Determine the number of lines in the listing that include the string "Julián"; the reply consists of that number only.
Input material: Begin
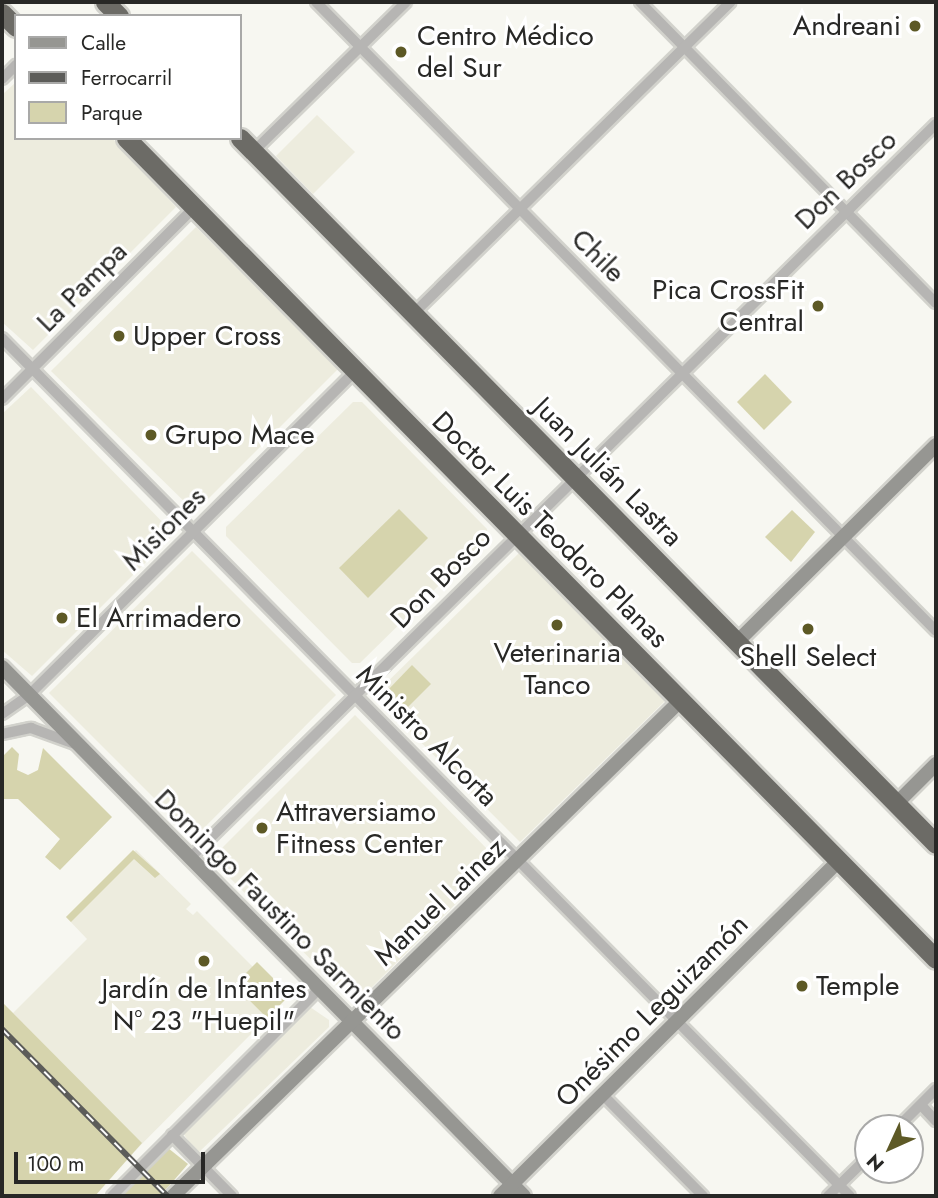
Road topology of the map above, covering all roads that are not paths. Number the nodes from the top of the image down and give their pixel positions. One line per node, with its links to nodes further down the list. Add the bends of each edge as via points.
1 (316, 2): 5 (street, Chile)
2 (406, 2): 5 (street)
3 (640, 2): 6 (street)
4 (730, 2): 6 (street)
5 (360, 47): 9 (street); 11 (street, Chile)
6 (684, 47): 11 (street); 12 (street)
7 (936, 124): 12 (street, Don Bosco)
8 (128, 140): 10 (highway, Doctor Luis Teodoro Planas)
9 (247, 145): 14 (highway, Juan Julián Lastra)
10 (194, 208): 16 (street, La Pampa); 17 (highway, Doctor Luis Teodoro Planas)
11 (520, 209): 14 (street); 18 (street, Chile)
12 (846, 212): 13 (street); 18 (street, Don Bosco)
13 (936, 303)
14 (413, 314): 21 (highway, Juan Julián Lastra)
15 (2, 338): 16 (street, Ministro Alcorta)
16 (32, 369): 19 (street, La Pampa); 22 (street, Ministro Alcorta)
17 (355, 371): 22 (street, Misiones); 23 (highway, Doctor Luis Teodoro Planas)
18 (681, 372): 21 (street, Don Bosco); 24 (street, Chile)
19 (2, 399)
20 (936, 445): 24 (street)
21 (574, 477): 23 (street, Don Bosco); 26 (highway, Juan Julián Lastra)
22 (193, 532): 28 (street, Misiones); 29 (street, Ministro Alcorta)
23 (517, 536): 29 (street, Don Bosco); 30 (highway, Doctor Luis Teodoro Planas)
24 (843, 537): 25 (street, Chile); 26 (street)
25 (936, 631)
26 (737, 642): 35 (highway, Juan Julián Lastra)
27 (2, 667): 28 (street, Domingo Faustino Sarmiento)
28 (29, 695): 31 (street, Misiones); 33 (street, Domingo Faustino Sarmiento)
29 (355, 695): 37 (street, Don Bosco); 38 (street, Ministro Alcorta)
30 (680, 701): 38 (street, Manuel Lainez); 39 (highway, Doctor Luis Teodoro Planas)
31 (2, 714)
32 (2, 734): 33 (street, via 31,728)
33 (75, 744): 37 (street, Domingo Faustino Sarmiento)
34 (936, 764): 35 (street)
35 (896, 804): 36 (highway, Juan Julián Lastra)
36 (936, 844)
37 (189, 859): 41 (street, Domingo Faustino Sarmiento)
38 (518, 860): 42 (street, Ministro Alcorta); 43 (street, Manuel Lainez)
39 (839, 860): 40 (highway, Doctor Luis Teodoro Planas); 42 (street, Onésimo Leguizamón)
40 (936, 959)
41 (318, 989): 43 (street, Domingo Faustino Sarmiento); 49 (street)
42 (676, 1021): 45 (street, Onésimo Leguizamón); 53 (street, Ministro Alcorta)
43 (352, 1022): 50 (street, Manuel Lainez); 52 (street, Domingo Faustino Sarmiento)
44 (936, 1089): 46 (street)
45 (602, 1094): 52 (street, Onésimo Leguizamón); 59 (street)
46 (920, 1105): 47 (street); 48 (street)
47 (911, 1114)
48 (936, 1121)
49 (172, 1135): 50 (street); 54 (street)
50 (203, 1167): 55 (street, Manuel Lainez); 56 (street)
51 (854, 1171): 53 (street)
52 (512, 1184): 57 (street, Onésimo Leguizamón); 58 (street, Domingo Faustino Sarmiento)
53 (839, 1185): 60 (street); 61 (street, Ministro Alcorta)
54 (111, 1196)
55 (173, 1196)
56 (232, 1196)
57 (500, 1196)
58 (524, 1196)
59 (703, 1196)
60 (828, 1196)
61 (850, 1196)

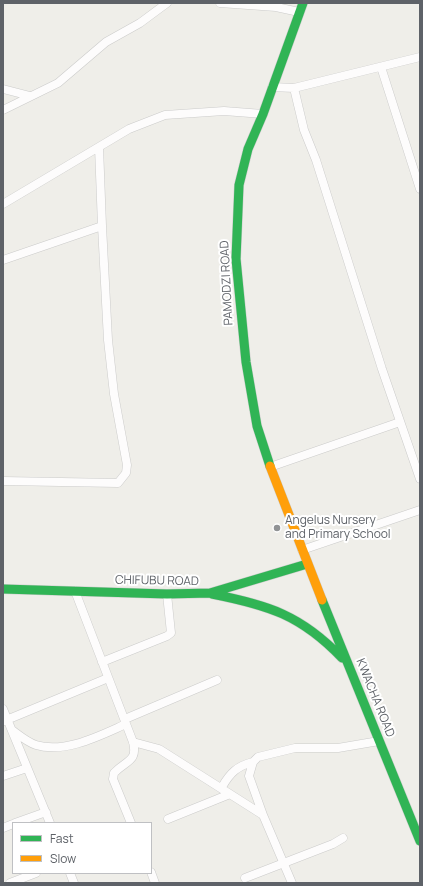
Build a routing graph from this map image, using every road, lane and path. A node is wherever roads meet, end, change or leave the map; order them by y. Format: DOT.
graph roads {
  1 [pos="167,3"];
  2 [pos="220,3"];
  3 [pos="301,7"];
  4 [pos="420,57"];
  5 [pos="381,67"];
  6 [pos="272,87"];
  7 [pos="294,88"];
  8 [pos="3,89"];
  9 [pos="30,96"];
  10 [pos="3,110"];
  11 [pos="262,114"];
  12 [pos="99,147"];
  13 [pos="420,188"];
  14 [pos="3,204"];
  15 [pos="102,226"];
  16 [pos="3,260"];
  17 [pos="400,422"];
  18 [pos="270,467"];
  19 [pos="420,478"];
  20 [pos="3,481"];
  21 [pos="420,510"];
  22 [pos="302,550"];
  23 [pos="307,564"];
  24 [pos="3,589"];
  25 [pos="75,590"];
  26 [pos="210,593"];
  27 [pos="167,594"];
  28 [pos="102,662"];
  29 [pos="348,664"];
  30 [pos="108,678"];
  31 [pos="217,680"];
  32 [pos="3,709"];
  33 [pos="5,721"];
  34 [pos="125,722"];
  35 [pos="12,730"];
  36 [pos="379,741"];
  37 [pos="133,742"];
  38 [pos="252,762"];
  39 [pos="26,768"];
  40 [pos="3,776"];
  41 [pos="222,787"];
  42 [pos="230,794"];
  43 [pos="46,812"];
  44 [pos="263,815"];
  45 [pos="168,819"];
  46 [pos="17,822"];
  47 [pos="50,822"];
  48 [pos="131,822"];
  49 [pos="343,838"];
  50 [pos="420,841"];
  51 [pos="283,863"];
  52 [pos="33,874"];
  53 [pos="245,878"];
  54 [pos="10,883"];
  55 [pos="292,883"];
  1 -- 9 [label="street"];
  2 -- 3 [label="street"];
  3 -- 6 [label="main road, PAMODZI ROAD"];
  4 -- 5 [label="street"];
  5 -- 7 [label="street"];
  5 -- 13 [label="street"];
  6 -- 7 [label="street"];
  6 -- 11 [label="main road, PAMODZI ROAD"];
  7 -- 17 [label="street"];
  8 -- 9 [label="street"];
  9 -- 10 [label="street"];
  11 -- 12 [label="street"];
  11 -- 18 [label="main road, PAMODZI ROAD"];
  12 -- 14 [label="street"];
  12 -- 15 [label="street"];
  15 -- 16 [label="street"];
  15 -- 20 [label="street"];
  17 -- 18 [label="street"];
  17 -- 19 [label="street"];
  18 -- 22 [label="main road, PAMODZI ROAD"];
  21 -- 22 [label="street"];
  22 -- 23 [label="main road, PAMODZI ROAD"];
  23 -- 26 [label="main road, CHIFUBU ROAD"];
  23 -- 29 [label="main road, KWACHA ROAD"];
  24 -- 25 [label="main road, CHIFUBU ROAD"];
  25 -- 27 [label="main road, CHIFUBU ROAD"];
  25 -- 28 [label="street"];
  26 -- 27 [label="main road, CHIFUBU ROAD"];
  26 -- 29 [label="main road"];
  27 -- 28 [label="street"];
  28 -- 30 [label="street"];
  29 -- 36 [label="main road, KWACHA ROAD"];
  30 -- 33 [label="street"];
  30 -- 34 [label="street"];
  31 -- 34 [label="street"];
  32 -- 33 [label="street"];
  33 -- 35 [label="street"];
  34 -- 35 [label="street"];
  34 -- 37 [label="street"];
  35 -- 39 [label="street"];
  36 -- 38 [label="street"];
  36 -- 50 [label="main road, KWACHA ROAD"];
  37 -- 41 [label="street"];
  37 -- 48 [label="street"];
  38 -- 41 [label="street"];
  38 -- 44 [label="street"];
  39 -- 40 [label="street"];
  39 -- 43 [label="street"];
  41 -- 42 [label="street"];
  42 -- 44 [label="street"];
  42 -- 45 [label="street"];
  43 -- 46 [label="street"];
  43 -- 47 [label="street"];
  44 -- 51 [label="street"];
  49 -- 51 [label="street"];
  51 -- 53 [label="street"];
  51 -- 55 [label="street"];
  52 -- 54 [label="street"];
}
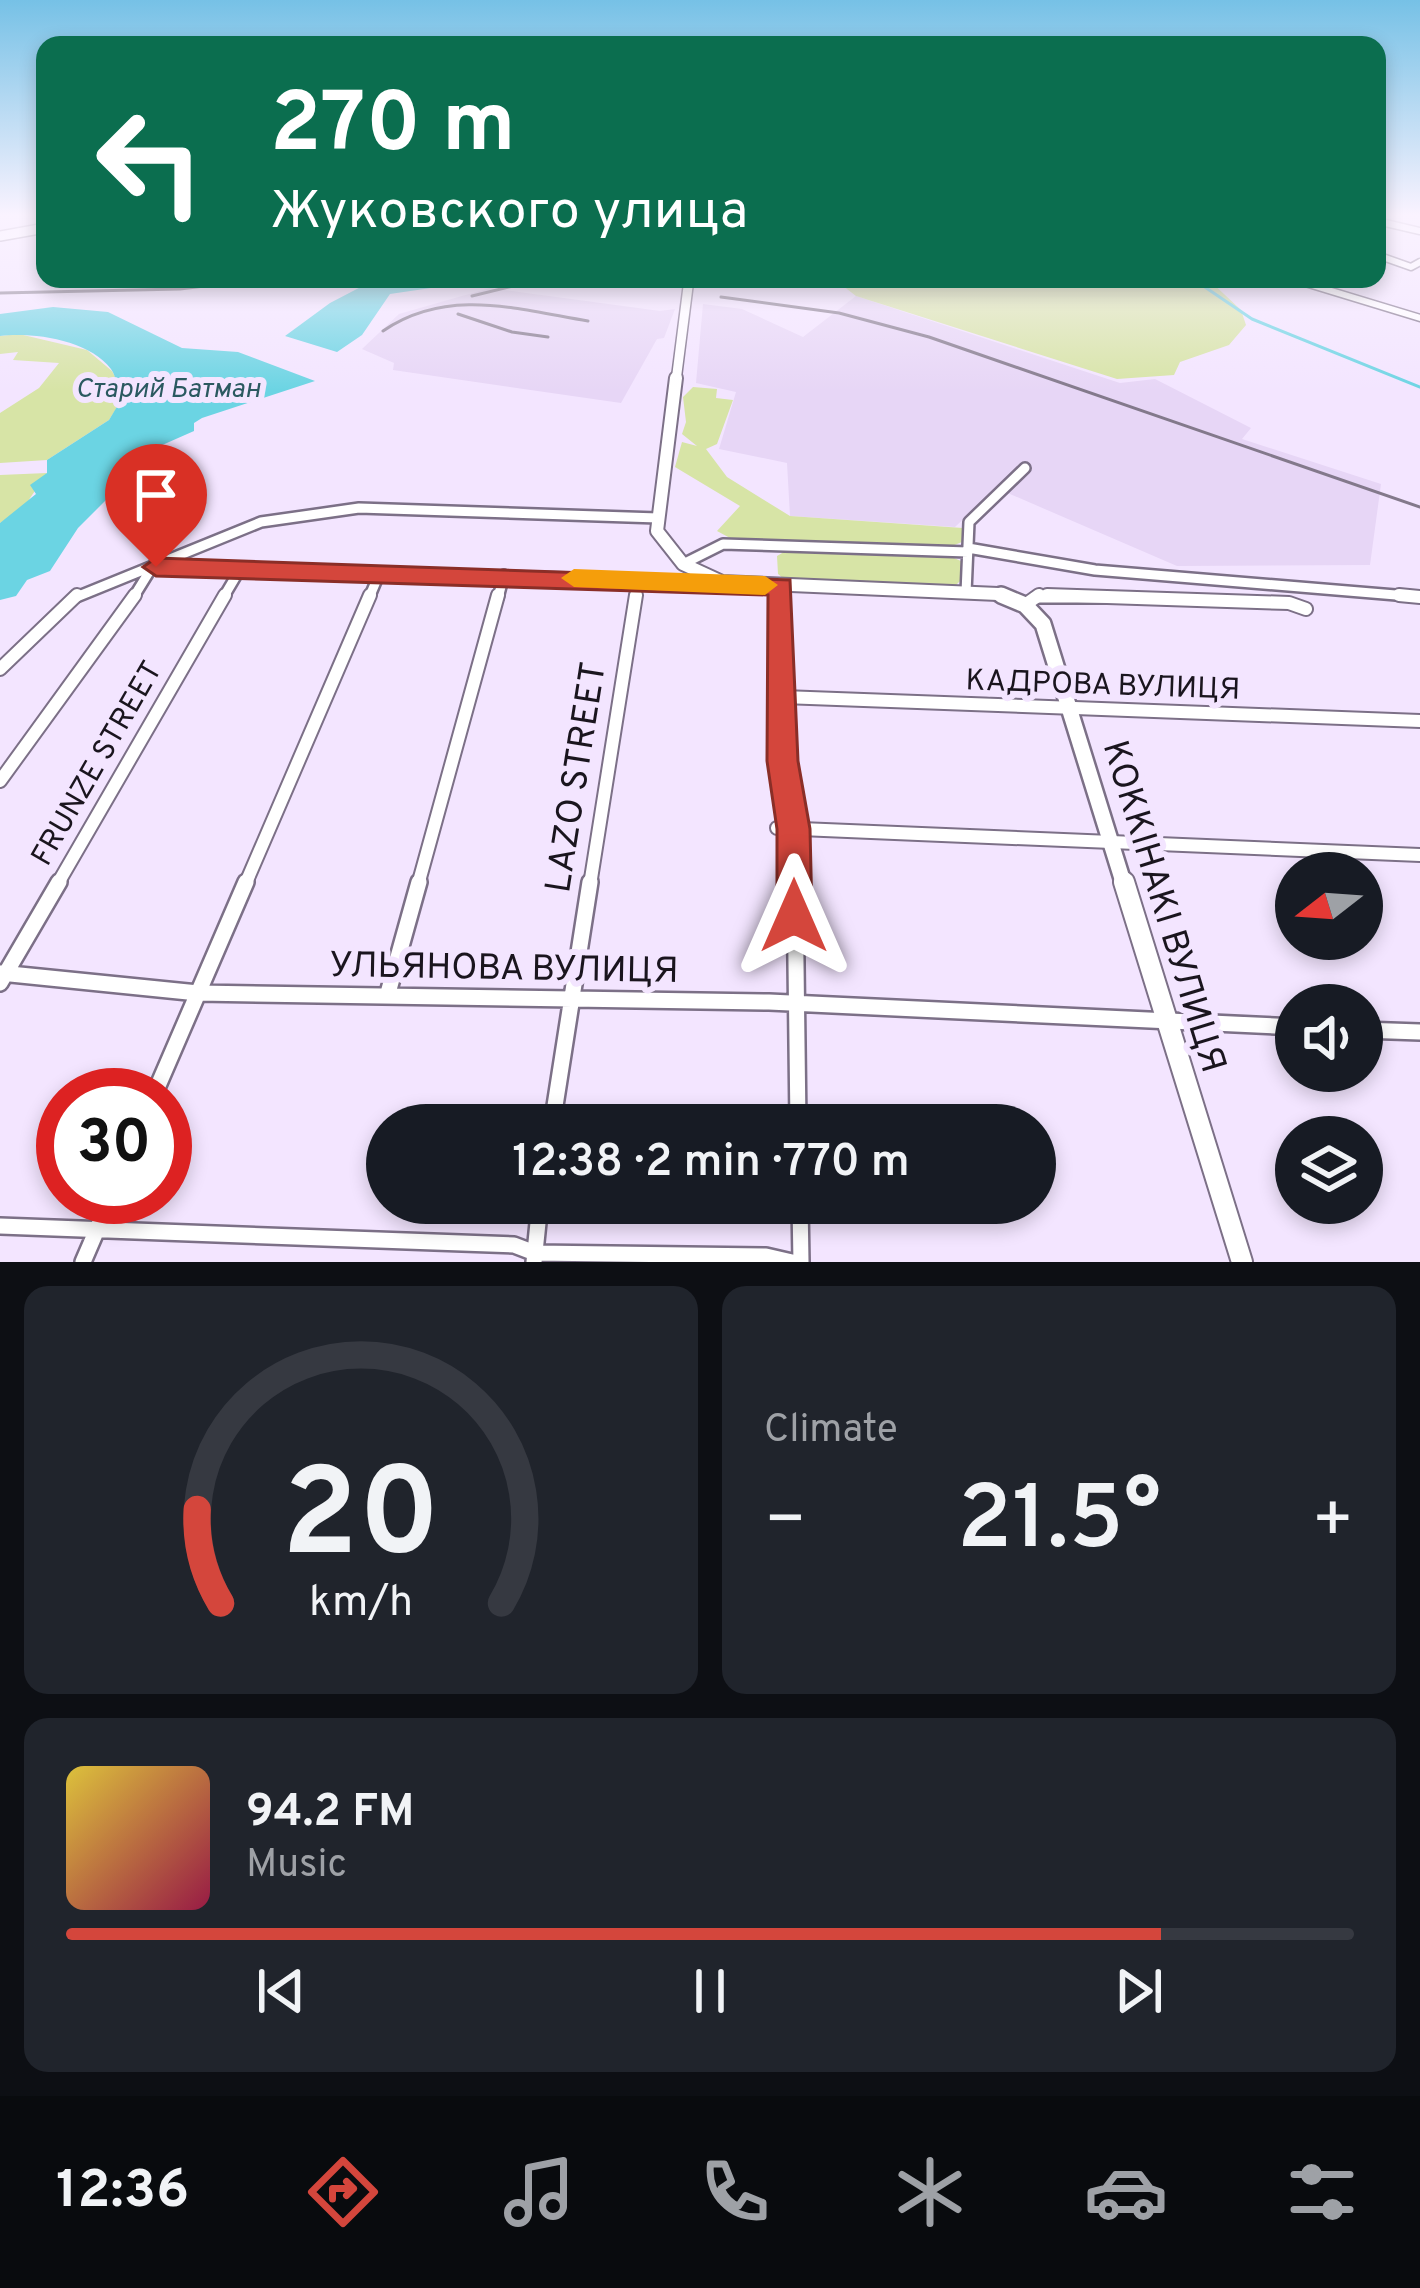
Input material: End
_Finished exercise_
5